What the exercise asks: Give back every record exactly as written.
--- Data shown Enclosed Below ---
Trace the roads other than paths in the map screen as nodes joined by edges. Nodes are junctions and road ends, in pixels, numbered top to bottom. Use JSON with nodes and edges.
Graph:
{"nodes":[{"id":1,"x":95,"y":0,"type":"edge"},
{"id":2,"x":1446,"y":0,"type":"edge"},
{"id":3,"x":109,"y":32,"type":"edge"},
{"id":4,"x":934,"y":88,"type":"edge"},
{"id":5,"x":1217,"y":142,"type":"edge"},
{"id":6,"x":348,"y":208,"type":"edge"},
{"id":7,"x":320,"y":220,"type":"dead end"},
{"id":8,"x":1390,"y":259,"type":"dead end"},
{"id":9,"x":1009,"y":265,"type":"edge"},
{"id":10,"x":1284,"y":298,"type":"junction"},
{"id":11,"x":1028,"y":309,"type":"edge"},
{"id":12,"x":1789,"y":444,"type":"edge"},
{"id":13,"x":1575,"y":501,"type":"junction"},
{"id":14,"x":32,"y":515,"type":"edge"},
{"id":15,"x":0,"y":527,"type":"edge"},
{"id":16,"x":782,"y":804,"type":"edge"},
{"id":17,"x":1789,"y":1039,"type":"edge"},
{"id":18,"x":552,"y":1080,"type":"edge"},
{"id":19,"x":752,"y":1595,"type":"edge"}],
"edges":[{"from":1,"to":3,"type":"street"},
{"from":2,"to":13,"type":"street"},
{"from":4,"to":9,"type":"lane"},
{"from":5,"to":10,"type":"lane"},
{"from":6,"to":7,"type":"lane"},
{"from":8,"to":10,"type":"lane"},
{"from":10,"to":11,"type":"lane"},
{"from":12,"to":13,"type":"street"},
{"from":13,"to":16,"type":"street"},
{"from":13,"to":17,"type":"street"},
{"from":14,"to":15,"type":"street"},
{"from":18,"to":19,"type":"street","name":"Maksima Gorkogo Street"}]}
--- End of Enclosed Data shown ---
Answer to this problem:
Trace the roads other than paths in the map screen as nodes joined by edges. Nodes are junctions and road ends, in pixels, numbered top to bottom. Use JSON with nodes and edges.
Graph:
{"nodes":[{"id":1,"x":95,"y":0,"type":"edge"},
{"id":2,"x":1446,"y":0,"type":"edge"},
{"id":3,"x":109,"y":32,"type":"edge"},
{"id":4,"x":934,"y":88,"type":"edge"},
{"id":5,"x":1217,"y":142,"type":"edge"},
{"id":6,"x":348,"y":208,"type":"edge"},
{"id":7,"x":320,"y":220,"type":"dead end"},
{"id":8,"x":1390,"y":259,"type":"dead end"},
{"id":9,"x":1009,"y":265,"type":"edge"},
{"id":10,"x":1284,"y":298,"type":"junction"},
{"id":11,"x":1028,"y":309,"type":"edge"},
{"id":12,"x":1789,"y":444,"type":"edge"},
{"id":13,"x":1575,"y":501,"type":"junction"},
{"id":14,"x":32,"y":515,"type":"edge"},
{"id":15,"x":0,"y":527,"type":"edge"},
{"id":16,"x":782,"y":804,"type":"edge"},
{"id":17,"x":1789,"y":1039,"type":"edge"},
{"id":18,"x":552,"y":1080,"type":"edge"},
{"id":19,"x":752,"y":1595,"type":"edge"}],
"edges":[{"from":1,"to":3,"type":"street"},
{"from":2,"to":13,"type":"street"},
{"from":4,"to":9,"type":"lane"},
{"from":5,"to":10,"type":"lane"},
{"from":6,"to":7,"type":"lane"},
{"from":8,"to":10,"type":"lane"},
{"from":10,"to":11,"type":"lane"},
{"from":12,"to":13,"type":"street"},
{"from":13,"to":16,"type":"street"},
{"from":13,"to":17,"type":"street"},
{"from":14,"to":15,"type":"street"},
{"from":18,"to":19,"type":"street","name":"Maksima Gorkogo Street"}]}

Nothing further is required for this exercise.